Published online by Cambridge University Press: 10 August 2009
Introduction
Human hunting strategies, like those of many non-human primates, vary seasonally with fluctuations in prey abundance, encounter rates, and profitability (Winterhalder 1981; Smith 1991). Temporality in resource supply has profound social effects as well, and some of the earliest studies of hunter–gatherers emphasized the impact of seasonality on settlement size, mobility, general economic organization, and even property rights, religion, family structure, and the sexual division of labor (Mauss & Beuchat 1906; Thomson 1936).
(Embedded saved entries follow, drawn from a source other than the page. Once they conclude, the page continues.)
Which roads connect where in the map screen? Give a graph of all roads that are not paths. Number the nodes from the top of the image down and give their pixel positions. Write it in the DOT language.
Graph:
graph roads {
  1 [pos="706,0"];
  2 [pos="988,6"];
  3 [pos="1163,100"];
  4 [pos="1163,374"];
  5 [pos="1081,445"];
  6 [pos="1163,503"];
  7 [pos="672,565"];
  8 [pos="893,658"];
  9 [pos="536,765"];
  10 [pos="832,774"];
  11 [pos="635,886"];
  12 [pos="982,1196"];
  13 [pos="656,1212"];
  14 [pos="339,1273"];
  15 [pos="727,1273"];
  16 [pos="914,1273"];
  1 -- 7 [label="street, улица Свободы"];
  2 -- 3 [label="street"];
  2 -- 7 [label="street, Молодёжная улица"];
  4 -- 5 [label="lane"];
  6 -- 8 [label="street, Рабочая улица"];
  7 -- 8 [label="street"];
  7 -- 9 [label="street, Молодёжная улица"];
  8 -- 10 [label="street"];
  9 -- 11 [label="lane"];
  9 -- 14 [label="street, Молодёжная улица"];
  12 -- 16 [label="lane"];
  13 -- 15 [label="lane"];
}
For Mauss and Beuchat (1906), seasonality meant temperature: they suggested that Inuit families were organized very differently in the summer than in the winter as a result of the nature of changes in foraging opportunities. For Thomson (1936), seasonality meant rainfall, commenting that the effect of distinct wet and dry seasons in northern Australia might lead one to think that they were observing two different “tribes” of people. Anthropological interest in seasonality and its effects on human social organization has waned since then, frustrated by an inability to find correlations between seasonality and human behavior. Our goal in this chapter is to explore the utility of two approaches to understanding the relationship between seasonality and social behavior. One attempts to use comparative ecological data across groups to explain differences in aspects of social and economic behavior such as mobility and land tenure decisions; the other examines how different individuals within a group may respond differently to resource seasonality.